Eine seiner medizinhistorisch bedeutendsten Publikation stammt jedoch schon aus dem Jahre 1929 und ist unter dem Titel ”Cirkumskripte Hypochondrien” erschienen. Hierbei handelt es sich um die deutschsprachige Erstbeschreibung des später von Eckbom als ”präsenilen Dermatozoenwahn” benannten Krankheitsbildes.

Darüber hinaus finden sich in seinem Schrifttum eine Reihe populärwissenschaftlicher Arbeiten, insbesondere zu sexualmedizinischen Fragen. Hier ist auch sein Engagement in der "Medizinisch¬wissenschaftlichen Gesellschaft der DDR zum Studium der aktuellen Lebensbedingungen" einzuordnen.

Hanns Schwarz stand nicht außerhalb des gesellschaftlichen Lebens der DDR. Er engagierte sich im Präsidium des Deutschen Friedensrates, der Liga für die Vereinten Nationen und insbesondere im Kulturbund. Der Kampf für Frieden und Verständigung lagen ihm aufgrund seines eigenen Schicksals sehr am Herzen. So war er auch Mitbegründer des ”Friedenskreises der Ärzte” der DDR. 1958 nahm er am Kongress für Abrüstung und internationale Zusammenarbeit in Stockholm teil. Mitglied einer politischen Partei war er nie. Inwiefern ihm bei mehreren Reisen in die UdSSR die dortigen Verhältnisse in der Psychiatrie bekannt wurden ist nicht gesichert. Nach der Überlieferung soll er 1955, als die Militärmedizinische Sektion in Greifswald etabliert wurde und die Polizei massenhaft protestierende Studenten festnahm, zwei der meistgesuchten Studenten mit einer kleinen List dazu verholfen haben, die Polizeisperrung zu überwinden. Ihm wird auch der Ausspruch: "Früher hatten wir Kant, heute haben wir signifikant." zugerechnet.

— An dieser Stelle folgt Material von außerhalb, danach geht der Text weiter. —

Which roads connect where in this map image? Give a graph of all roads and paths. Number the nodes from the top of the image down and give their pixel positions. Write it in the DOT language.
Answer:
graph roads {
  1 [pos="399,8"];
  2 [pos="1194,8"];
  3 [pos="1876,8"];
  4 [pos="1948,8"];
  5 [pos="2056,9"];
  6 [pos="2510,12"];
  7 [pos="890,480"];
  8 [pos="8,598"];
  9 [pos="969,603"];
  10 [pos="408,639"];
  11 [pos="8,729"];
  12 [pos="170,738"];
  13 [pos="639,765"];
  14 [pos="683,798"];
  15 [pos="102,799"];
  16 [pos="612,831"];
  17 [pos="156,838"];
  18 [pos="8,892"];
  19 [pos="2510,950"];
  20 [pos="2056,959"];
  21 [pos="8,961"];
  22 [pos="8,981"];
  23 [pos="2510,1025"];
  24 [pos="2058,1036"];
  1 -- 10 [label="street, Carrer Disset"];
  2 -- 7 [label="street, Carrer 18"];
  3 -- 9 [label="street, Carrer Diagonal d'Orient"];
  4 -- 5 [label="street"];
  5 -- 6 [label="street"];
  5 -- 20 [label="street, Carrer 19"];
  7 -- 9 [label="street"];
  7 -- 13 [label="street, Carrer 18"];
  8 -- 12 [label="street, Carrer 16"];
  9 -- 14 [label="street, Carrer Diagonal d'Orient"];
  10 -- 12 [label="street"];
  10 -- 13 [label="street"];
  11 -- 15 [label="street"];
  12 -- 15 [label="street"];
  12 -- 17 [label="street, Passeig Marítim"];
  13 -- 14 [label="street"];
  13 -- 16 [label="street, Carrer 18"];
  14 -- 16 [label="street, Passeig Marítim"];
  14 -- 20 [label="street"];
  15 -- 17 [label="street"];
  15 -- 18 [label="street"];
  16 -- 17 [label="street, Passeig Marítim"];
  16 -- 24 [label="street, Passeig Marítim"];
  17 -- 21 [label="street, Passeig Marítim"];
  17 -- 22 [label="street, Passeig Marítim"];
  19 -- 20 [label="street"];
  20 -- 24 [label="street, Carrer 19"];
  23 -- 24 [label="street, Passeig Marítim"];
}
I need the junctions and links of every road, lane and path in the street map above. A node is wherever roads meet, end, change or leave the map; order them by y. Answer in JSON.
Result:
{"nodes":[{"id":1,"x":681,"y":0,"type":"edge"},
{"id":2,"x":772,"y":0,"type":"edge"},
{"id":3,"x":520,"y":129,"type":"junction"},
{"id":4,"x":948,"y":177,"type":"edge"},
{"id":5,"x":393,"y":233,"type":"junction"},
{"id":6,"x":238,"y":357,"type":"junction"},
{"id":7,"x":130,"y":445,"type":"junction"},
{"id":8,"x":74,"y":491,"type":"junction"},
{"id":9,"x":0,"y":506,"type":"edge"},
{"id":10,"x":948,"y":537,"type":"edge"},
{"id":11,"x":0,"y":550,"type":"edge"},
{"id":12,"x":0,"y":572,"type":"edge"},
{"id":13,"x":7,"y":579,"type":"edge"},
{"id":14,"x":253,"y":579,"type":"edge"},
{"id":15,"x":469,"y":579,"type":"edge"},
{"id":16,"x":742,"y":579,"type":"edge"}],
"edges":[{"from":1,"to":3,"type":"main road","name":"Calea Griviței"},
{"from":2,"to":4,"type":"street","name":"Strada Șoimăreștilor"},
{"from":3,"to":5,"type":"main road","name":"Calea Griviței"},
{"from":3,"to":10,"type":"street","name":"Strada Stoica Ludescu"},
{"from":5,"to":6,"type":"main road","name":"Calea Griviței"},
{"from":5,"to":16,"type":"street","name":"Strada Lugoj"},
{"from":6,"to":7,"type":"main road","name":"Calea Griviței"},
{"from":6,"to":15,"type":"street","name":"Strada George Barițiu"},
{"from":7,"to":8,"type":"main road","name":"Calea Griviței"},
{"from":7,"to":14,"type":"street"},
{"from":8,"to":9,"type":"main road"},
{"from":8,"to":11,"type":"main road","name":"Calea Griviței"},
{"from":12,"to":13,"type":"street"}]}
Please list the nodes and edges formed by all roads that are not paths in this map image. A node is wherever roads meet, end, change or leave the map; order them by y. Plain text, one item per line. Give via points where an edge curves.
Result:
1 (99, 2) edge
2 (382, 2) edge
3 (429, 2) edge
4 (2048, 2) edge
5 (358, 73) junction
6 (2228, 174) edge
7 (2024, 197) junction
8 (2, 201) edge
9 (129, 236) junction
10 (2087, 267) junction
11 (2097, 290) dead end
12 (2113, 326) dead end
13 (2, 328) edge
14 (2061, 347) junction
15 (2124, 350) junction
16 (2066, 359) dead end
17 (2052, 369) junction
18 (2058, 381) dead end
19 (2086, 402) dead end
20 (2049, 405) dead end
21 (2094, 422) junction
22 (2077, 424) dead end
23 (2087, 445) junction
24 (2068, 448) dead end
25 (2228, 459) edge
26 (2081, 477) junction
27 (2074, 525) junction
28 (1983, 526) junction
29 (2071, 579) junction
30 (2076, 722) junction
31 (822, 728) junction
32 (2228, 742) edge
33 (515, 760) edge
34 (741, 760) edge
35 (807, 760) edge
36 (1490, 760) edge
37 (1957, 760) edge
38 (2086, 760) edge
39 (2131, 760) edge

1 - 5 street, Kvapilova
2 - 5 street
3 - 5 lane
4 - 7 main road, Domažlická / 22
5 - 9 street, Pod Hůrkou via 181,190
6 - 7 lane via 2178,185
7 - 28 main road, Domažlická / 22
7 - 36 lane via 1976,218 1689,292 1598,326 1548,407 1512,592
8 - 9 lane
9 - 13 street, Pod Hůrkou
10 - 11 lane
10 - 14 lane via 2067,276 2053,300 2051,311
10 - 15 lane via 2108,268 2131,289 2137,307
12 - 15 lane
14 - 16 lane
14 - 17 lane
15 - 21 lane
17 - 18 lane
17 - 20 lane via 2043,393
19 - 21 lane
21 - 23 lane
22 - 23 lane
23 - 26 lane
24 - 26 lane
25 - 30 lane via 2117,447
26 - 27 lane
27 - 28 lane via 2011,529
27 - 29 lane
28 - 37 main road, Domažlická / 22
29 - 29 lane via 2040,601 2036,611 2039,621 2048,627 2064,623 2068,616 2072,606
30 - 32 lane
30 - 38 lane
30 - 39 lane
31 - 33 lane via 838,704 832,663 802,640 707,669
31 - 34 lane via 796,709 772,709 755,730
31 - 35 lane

Viel gerühmt sind seine Tätigkeit als Hochschullehrer sowie seine rhetorische Begabung, und so konnte er sich bei seinen forensisch¬psychiatrischen Fallvorstellungen stets überfüllter Hörsäle sicher sein. Die Lehre war ihm stets nicht nur Pflicht, sondern auch Freude und Bedürfnis.

Am 07.09.1965 wurde Hanns Schwarz emeritiert. Nachfolger im Amt wurde mit Karl-Heinz Elsaesser einer seiner Schüler. Damit trat Hanns Schwarz nach 19 Greifswalder Jahren in den Ruhestand, blieb aber in vielen Fachgesellschaften, so der ”Gesellschaft für Alternsforschung” und wissenschaftlich-publizistisch fast bis zu seinem Tode am 27.01.1977 weiter aktiv.

Sein 1976 erschienener Lebensrückblick mit dem Titel ”Jedes Leben ist ein Roman” endet mit den Worten:

"Man stirbt wohl mit dem letzten Atemzug, tot ist man erst, wenn man vergessen ist." In diesem Sinne wird er weiter unter uns bleiben und den Weg in das neue Jahrtausend mitbegleiten.